WHAT IS BEING ASKED:
Scan the entries and copy each line where the word "沼田バイパス" is present.

WORKING DATA:
··········

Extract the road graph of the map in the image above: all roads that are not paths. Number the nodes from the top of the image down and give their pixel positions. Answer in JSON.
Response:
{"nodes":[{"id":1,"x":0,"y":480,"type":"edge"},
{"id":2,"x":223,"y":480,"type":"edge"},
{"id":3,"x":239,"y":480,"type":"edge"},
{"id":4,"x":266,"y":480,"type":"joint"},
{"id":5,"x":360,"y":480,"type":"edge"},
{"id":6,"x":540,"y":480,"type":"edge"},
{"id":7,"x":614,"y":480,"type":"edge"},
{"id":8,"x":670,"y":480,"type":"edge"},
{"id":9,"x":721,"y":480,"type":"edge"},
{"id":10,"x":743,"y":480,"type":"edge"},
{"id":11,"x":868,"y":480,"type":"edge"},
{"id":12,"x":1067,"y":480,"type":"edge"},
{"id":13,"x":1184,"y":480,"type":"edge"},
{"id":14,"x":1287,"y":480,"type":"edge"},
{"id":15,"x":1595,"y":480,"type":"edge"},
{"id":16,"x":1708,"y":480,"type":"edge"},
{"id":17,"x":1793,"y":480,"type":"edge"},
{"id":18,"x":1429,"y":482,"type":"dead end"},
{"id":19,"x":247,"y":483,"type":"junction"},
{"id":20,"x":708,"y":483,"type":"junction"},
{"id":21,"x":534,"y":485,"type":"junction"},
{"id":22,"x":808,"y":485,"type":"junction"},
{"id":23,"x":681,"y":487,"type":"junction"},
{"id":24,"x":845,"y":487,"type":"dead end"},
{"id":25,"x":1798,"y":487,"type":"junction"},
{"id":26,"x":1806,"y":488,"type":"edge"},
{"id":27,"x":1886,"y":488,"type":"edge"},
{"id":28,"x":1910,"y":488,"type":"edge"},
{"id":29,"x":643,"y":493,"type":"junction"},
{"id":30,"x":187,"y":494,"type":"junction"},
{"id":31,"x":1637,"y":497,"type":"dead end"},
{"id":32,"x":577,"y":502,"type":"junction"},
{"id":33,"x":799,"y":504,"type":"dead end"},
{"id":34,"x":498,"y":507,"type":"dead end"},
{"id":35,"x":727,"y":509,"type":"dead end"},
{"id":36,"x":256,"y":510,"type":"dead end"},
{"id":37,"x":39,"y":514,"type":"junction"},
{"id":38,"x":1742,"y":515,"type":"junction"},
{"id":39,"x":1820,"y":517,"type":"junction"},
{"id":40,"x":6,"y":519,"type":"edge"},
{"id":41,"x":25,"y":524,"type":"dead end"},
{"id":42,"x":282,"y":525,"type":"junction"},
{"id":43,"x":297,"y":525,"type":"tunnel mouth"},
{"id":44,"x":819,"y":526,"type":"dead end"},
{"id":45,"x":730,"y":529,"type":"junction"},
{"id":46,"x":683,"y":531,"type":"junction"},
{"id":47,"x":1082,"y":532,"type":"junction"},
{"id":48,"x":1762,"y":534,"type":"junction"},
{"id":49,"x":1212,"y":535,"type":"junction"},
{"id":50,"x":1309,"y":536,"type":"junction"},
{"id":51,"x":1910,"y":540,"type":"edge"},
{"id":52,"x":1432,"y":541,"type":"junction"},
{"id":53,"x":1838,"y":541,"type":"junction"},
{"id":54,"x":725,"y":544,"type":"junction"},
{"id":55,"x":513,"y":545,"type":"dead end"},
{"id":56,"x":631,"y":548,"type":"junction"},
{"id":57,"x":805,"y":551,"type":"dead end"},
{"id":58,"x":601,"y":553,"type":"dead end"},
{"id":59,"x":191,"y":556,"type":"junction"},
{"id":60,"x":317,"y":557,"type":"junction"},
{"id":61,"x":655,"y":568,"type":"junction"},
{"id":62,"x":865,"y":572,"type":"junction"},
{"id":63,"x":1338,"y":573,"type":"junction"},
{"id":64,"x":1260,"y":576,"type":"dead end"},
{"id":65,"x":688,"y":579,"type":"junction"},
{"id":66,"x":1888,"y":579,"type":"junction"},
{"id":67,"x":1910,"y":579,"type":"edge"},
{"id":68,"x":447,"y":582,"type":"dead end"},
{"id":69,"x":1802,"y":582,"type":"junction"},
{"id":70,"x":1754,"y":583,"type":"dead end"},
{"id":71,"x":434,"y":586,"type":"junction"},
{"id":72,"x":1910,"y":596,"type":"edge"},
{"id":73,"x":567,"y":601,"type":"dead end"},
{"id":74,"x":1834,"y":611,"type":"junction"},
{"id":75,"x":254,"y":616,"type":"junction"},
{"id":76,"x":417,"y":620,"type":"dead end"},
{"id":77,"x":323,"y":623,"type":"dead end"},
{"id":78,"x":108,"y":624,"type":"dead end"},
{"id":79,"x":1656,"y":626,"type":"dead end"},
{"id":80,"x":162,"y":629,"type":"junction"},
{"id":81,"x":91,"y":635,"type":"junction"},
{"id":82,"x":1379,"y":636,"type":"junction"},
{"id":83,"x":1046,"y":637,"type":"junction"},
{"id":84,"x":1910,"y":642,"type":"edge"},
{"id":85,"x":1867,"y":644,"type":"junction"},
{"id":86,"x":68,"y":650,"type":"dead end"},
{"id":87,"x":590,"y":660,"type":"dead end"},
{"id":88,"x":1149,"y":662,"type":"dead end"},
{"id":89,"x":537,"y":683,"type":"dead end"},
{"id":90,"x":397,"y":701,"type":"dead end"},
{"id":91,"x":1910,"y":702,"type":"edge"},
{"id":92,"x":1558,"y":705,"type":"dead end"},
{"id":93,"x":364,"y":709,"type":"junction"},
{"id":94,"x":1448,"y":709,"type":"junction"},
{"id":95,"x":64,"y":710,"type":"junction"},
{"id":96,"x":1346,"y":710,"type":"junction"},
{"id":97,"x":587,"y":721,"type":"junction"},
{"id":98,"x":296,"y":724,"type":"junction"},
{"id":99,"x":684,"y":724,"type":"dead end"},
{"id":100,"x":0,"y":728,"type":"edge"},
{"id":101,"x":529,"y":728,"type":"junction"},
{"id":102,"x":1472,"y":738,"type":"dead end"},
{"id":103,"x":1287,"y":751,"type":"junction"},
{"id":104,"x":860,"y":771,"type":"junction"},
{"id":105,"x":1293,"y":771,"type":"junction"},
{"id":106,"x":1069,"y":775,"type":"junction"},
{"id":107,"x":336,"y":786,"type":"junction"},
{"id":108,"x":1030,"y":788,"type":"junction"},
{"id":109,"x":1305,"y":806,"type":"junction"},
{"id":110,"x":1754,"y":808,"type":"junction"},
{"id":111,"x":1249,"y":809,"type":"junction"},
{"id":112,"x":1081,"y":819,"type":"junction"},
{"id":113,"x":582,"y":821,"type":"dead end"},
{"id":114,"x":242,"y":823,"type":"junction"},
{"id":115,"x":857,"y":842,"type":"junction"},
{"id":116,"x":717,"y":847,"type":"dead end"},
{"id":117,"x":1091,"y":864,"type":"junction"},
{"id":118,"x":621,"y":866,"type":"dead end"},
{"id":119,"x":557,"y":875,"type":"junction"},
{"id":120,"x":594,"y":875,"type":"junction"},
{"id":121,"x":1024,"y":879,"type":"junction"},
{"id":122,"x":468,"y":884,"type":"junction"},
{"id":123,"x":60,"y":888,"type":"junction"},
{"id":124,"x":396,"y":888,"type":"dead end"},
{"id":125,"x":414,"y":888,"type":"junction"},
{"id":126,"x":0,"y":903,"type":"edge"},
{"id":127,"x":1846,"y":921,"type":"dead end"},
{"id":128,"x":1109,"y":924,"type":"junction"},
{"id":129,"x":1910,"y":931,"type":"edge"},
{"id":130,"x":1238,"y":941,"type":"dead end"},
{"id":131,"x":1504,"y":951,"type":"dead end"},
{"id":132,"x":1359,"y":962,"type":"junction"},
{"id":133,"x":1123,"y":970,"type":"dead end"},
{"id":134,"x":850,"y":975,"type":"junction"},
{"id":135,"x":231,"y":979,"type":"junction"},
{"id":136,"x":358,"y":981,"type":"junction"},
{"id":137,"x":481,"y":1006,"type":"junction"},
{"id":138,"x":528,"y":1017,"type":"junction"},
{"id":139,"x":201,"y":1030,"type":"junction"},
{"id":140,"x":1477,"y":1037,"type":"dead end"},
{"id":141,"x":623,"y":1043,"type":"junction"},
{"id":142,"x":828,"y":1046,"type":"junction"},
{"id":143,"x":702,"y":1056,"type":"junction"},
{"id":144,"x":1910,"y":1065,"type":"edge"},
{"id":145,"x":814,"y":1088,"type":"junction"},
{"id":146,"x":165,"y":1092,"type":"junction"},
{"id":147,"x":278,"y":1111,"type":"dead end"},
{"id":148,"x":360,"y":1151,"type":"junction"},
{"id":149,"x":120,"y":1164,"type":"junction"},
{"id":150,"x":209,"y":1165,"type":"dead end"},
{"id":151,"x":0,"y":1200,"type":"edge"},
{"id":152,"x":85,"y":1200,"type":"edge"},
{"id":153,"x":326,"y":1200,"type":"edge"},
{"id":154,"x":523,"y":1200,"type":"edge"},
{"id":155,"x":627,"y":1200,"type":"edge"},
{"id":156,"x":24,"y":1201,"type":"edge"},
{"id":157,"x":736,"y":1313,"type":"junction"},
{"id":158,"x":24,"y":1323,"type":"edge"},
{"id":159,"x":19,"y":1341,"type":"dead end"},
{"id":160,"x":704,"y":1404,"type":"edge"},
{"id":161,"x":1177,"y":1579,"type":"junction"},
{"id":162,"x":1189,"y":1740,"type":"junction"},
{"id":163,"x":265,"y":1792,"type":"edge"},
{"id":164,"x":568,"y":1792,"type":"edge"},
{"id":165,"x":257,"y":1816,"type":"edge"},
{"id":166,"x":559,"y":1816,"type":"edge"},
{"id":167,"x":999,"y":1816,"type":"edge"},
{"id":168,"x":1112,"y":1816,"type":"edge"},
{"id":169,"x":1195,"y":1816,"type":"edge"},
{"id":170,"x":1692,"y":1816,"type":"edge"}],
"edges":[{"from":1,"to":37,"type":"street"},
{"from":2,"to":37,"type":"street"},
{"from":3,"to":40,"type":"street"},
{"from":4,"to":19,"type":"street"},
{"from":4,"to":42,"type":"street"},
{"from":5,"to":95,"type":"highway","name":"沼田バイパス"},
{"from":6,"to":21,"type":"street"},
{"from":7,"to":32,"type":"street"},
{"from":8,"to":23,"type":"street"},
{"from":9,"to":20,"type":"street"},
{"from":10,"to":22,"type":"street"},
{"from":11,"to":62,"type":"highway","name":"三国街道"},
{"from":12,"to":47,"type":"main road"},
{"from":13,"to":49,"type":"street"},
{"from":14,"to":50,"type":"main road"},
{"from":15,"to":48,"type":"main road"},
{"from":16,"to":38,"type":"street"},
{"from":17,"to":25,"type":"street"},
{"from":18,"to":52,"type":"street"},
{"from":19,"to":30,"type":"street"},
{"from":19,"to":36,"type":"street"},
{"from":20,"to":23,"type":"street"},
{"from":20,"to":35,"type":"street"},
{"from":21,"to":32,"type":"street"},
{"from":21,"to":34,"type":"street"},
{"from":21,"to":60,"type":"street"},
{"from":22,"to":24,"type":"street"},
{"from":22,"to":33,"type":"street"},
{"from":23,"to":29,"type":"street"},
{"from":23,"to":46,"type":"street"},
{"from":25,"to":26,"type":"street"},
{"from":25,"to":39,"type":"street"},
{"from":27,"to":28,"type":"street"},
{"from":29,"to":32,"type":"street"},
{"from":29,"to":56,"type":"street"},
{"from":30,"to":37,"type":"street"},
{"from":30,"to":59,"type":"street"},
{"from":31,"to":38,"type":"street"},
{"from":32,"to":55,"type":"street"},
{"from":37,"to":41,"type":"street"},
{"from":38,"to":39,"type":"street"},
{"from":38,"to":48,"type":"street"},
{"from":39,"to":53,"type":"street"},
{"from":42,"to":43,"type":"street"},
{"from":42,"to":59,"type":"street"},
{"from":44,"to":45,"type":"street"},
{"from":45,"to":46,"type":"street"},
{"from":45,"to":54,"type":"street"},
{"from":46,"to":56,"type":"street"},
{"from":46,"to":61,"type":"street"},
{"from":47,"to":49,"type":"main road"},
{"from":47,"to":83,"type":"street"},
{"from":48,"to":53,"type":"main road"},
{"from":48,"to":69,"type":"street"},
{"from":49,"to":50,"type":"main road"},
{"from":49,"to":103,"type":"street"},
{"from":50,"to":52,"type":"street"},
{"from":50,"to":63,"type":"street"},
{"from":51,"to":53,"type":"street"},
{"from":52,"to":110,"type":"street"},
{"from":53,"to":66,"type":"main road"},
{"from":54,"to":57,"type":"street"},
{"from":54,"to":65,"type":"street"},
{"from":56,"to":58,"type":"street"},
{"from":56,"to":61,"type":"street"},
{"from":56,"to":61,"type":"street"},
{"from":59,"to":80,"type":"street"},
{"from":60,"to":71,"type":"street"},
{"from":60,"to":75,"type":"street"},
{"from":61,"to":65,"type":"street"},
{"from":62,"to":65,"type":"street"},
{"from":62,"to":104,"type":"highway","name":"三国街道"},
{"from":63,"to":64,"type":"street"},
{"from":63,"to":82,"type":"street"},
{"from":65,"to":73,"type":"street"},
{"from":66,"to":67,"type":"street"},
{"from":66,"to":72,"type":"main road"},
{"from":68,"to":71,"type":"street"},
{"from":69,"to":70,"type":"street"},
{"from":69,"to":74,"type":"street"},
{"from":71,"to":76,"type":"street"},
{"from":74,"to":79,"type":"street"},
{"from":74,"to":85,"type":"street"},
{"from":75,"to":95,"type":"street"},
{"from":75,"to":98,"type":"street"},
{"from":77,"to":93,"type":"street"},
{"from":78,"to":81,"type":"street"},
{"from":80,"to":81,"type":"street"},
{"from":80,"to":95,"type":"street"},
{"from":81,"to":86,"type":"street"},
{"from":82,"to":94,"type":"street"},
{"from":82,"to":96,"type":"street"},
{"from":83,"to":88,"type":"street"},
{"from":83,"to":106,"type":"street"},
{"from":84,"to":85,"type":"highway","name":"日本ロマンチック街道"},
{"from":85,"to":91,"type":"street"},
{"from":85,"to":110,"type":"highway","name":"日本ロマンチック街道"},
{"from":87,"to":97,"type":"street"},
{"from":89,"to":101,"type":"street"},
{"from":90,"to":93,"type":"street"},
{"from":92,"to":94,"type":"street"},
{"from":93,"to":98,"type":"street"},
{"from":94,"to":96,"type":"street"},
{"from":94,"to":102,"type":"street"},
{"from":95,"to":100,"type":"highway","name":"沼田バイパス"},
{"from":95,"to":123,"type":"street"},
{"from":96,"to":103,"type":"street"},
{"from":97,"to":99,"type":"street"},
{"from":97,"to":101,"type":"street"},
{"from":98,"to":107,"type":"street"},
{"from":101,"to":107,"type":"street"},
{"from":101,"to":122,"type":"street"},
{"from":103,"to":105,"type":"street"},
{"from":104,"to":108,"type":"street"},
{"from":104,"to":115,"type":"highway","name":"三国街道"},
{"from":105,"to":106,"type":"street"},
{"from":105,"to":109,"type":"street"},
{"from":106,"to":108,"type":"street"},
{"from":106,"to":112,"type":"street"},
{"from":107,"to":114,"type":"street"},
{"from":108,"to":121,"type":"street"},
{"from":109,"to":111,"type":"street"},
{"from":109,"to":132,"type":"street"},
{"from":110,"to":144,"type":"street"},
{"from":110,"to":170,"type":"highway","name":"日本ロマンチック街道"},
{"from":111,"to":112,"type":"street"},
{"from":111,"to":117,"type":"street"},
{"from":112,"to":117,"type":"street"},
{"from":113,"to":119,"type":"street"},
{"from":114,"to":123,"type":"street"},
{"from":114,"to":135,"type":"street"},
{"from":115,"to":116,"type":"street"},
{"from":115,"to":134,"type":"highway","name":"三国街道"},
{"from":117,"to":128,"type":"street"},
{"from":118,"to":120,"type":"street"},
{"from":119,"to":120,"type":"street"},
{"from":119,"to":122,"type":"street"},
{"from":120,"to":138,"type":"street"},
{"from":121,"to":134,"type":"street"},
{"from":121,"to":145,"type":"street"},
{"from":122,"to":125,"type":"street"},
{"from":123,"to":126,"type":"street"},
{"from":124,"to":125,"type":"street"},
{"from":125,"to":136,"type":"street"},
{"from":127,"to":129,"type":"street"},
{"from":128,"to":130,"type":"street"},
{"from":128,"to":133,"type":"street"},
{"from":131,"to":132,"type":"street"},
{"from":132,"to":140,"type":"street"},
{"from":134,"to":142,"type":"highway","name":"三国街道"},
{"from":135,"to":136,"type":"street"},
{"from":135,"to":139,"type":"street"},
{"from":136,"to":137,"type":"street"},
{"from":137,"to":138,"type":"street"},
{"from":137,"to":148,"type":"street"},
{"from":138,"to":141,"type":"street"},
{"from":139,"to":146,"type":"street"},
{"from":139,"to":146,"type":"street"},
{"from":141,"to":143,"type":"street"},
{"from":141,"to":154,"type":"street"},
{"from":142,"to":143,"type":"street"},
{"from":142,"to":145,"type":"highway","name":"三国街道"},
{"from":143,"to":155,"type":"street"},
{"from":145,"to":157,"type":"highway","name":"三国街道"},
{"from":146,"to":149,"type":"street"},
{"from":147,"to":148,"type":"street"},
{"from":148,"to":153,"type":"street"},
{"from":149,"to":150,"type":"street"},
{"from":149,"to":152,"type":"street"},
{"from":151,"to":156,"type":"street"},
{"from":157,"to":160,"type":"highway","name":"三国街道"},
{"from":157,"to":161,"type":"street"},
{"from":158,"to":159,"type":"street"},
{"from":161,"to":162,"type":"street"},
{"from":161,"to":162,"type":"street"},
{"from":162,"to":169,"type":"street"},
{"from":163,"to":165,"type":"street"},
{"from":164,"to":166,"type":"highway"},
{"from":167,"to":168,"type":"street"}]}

··········

SOLUTION TO THE EXERCISE:
{"from":5,"to":95,"type":"highway","name":"沼田バイパス"},
{"from":95,"to":100,"type":"highway","name":"沼田バイパス"},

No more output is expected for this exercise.